- **What is expected**
Copy all of the records word for word.

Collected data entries
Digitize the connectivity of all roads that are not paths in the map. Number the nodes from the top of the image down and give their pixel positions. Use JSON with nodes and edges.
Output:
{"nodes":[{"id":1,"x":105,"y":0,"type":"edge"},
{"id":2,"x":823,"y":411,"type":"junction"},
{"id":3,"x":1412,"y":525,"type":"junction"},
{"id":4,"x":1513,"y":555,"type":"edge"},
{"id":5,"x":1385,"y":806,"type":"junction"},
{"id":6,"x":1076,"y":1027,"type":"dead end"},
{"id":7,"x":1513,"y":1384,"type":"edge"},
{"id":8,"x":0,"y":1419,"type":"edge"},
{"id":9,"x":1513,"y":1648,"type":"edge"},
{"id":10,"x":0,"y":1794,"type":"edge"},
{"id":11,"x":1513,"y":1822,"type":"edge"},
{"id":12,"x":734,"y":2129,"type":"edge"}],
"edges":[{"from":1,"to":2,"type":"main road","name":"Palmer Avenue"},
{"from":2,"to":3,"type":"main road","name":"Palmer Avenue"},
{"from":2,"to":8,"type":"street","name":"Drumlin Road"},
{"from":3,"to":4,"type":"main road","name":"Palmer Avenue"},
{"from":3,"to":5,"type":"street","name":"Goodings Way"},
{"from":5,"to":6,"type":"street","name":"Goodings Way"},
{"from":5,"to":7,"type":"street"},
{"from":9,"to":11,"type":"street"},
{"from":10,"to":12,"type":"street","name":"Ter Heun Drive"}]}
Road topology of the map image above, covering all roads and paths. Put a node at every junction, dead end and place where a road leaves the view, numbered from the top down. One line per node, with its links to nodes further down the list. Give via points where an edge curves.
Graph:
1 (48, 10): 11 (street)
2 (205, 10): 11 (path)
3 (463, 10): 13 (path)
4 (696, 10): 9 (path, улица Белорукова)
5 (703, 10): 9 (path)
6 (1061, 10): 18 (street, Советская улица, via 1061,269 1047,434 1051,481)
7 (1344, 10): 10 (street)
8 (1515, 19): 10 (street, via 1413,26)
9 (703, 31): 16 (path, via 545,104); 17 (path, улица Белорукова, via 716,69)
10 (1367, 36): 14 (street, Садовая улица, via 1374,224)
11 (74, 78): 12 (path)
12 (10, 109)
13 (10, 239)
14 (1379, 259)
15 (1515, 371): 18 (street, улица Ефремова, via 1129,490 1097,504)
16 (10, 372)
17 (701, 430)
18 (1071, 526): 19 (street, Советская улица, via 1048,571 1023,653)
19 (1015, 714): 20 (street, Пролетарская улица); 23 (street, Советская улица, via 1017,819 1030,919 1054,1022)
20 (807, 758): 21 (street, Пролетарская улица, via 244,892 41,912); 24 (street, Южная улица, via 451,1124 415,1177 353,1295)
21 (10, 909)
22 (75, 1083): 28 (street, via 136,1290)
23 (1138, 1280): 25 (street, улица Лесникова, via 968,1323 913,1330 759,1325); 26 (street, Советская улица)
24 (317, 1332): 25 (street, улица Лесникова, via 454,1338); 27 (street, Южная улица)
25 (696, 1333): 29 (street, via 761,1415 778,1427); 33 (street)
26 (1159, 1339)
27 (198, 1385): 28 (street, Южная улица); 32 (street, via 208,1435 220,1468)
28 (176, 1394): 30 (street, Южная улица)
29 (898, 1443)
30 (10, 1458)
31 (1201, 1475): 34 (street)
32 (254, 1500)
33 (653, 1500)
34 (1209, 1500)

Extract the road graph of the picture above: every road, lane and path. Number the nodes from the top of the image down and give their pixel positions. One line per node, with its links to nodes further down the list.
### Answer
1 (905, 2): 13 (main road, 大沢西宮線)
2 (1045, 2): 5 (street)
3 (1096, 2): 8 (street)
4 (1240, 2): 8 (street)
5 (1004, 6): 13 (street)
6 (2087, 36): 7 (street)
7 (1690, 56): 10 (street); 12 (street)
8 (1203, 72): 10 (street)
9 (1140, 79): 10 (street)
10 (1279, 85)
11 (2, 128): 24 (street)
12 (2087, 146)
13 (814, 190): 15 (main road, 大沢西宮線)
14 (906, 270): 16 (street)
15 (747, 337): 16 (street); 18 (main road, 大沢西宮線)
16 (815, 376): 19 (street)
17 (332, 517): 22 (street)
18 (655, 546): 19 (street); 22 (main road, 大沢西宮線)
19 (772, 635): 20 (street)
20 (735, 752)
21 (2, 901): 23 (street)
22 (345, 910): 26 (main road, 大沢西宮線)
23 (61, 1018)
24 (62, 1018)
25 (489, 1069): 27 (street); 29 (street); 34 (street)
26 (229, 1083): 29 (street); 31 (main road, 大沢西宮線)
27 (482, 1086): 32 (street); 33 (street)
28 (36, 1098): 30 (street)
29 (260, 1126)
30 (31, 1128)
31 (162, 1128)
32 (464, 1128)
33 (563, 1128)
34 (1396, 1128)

- **Exercise solution**
Digitize the connectivity of all roads that are not paths in the map. Number the nodes from the top of the image down and give their pixel positions. Use JSON with nodes and edges.
Output:
{"nodes":[{"id":1,"x":105,"y":0,"type":"edge"},
{"id":2,"x":823,"y":411,"type":"junction"},
{"id":3,"x":1412,"y":525,"type":"junction"},
{"id":4,"x":1513,"y":555,"type":"edge"},
{"id":5,"x":1385,"y":806,"type":"junction"},
{"id":6,"x":1076,"y":1027,"type":"dead end"},
{"id":7,"x":1513,"y":1384,"type":"edge"},
{"id":8,"x":0,"y":1419,"type":"edge"},
{"id":9,"x":1513,"y":1648,"type":"edge"},
{"id":10,"x":0,"y":1794,"type":"edge"},
{"id":11,"x":1513,"y":1822,"type":"edge"},
{"id":12,"x":734,"y":2129,"type":"edge"}],
"edges":[{"from":1,"to":2,"type":"main road","name":"Palmer Avenue"},
{"from":2,"to":3,"type":"main road","name":"Palmer Avenue"},
{"from":2,"to":8,"type":"street","name":"Drumlin Road"},
{"from":3,"to":4,"type":"main road","name":"Palmer Avenue"},
{"from":3,"to":5,"type":"street","name":"Goodings Way"},
{"from":5,"to":6,"type":"street","name":"Goodings Way"},
{"from":5,"to":7,"type":"street"},
{"from":9,"to":11,"type":"street"},
{"from":10,"to":12,"type":"street","name":"Ter Heun Drive"}]}
Road topology of the map image above, covering all roads and paths. Put a node at every junction, dead end and place where a road leaves the view, numbered from the top down. One line per node, with its links to nodes further down the list. Give via points where an edge curves.
Graph:
1 (48, 10): 11 (street)
2 (205, 10): 11 (path)
3 (463, 10): 13 (path)
4 (696, 10): 9 (path, улица Белорукова)
5 (703, 10): 9 (path)
6 (1061, 10): 18 (street, Советская улица, via 1061,269 1047,434 1051,481)
7 (1344, 10): 10 (street)
8 (1515, 19): 10 (street, via 1413,26)
9 (703, 31): 16 (path, via 545,104); 17 (path, улица Белорукова, via 716,69)
10 (1367, 36): 14 (street, Садовая улица, via 1374,224)
11 (74, 78): 12 (path)
12 (10, 109)
13 (10, 239)
14 (1379, 259)
15 (1515, 371): 18 (street, улица Ефремова, via 1129,490 1097,504)
16 (10, 372)
17 (701, 430)
18 (1071, 526): 19 (street, Советская улица, via 1048,571 1023,653)
19 (1015, 714): 20 (street, Пролетарская улица); 23 (street, Советская улица, via 1017,819 1030,919 1054,1022)
20 (807, 758): 21 (street, Пролетарская улица, via 244,892 41,912); 24 (street, Южная улица, via 451,1124 415,1177 353,1295)
21 (10, 909)
22 (75, 1083): 28 (street, via 136,1290)
23 (1138, 1280): 25 (street, улица Лесникова, via 968,1323 913,1330 759,1325); 26 (street, Советская улица)
24 (317, 1332): 25 (street, улица Лесникова, via 454,1338); 27 (street, Южная улица)
25 (696, 1333): 29 (street, via 761,1415 778,1427); 33 (street)
26 (1159, 1339)
27 (198, 1385): 28 (street, Южная улица); 32 (street, via 208,1435 220,1468)
28 (176, 1394): 30 (street, Южная улица)
29 (898, 1443)
30 (10, 1458)
31 (1201, 1475): 34 (street)
32 (254, 1500)
33 (653, 1500)
34 (1209, 1500)

Extract the road graph of the picture above: every road, lane and path. Number the nodes from the top of the image down and give their pixel positions. One line per node, with its links to nodes further down the list.
### Answer
1 (905, 2): 13 (main road, 大沢西宮線)
2 (1045, 2): 5 (street)
3 (1096, 2): 8 (street)
4 (1240, 2): 8 (street)
5 (1004, 6): 13 (street)
6 (2087, 36): 7 (street)
7 (1690, 56): 10 (street); 12 (street)
8 (1203, 72): 10 (street)
9 (1140, 79): 10 (street)
10 (1279, 85)
11 (2, 128): 24 (street)
12 (2087, 146)
13 (814, 190): 15 (main road, 大沢西宮線)
14 (906, 270): 16 (street)
15 (747, 337): 16 (street); 18 (main road, 大沢西宮線)
16 (815, 376): 19 (street)
17 (332, 517): 22 (street)
18 (655, 546): 19 (street); 22 (main road, 大沢西宮線)
19 (772, 635): 20 (street)
20 (735, 752)
21 (2, 901): 23 (street)
22 (345, 910): 26 (main road, 大沢西宮線)
23 (61, 1018)
24 (62, 1018)
25 (489, 1069): 27 (street); 29 (street); 34 (street)
26 (229, 1083): 29 (street); 31 (main road, 大沢西宮線)
27 (482, 1086): 32 (street); 33 (street)
28 (36, 1098): 30 (street)
29 (260, 1126)
30 (31, 1128)
31 (162, 1128)
32 (464, 1128)
33 (563, 1128)
34 (1396, 1128)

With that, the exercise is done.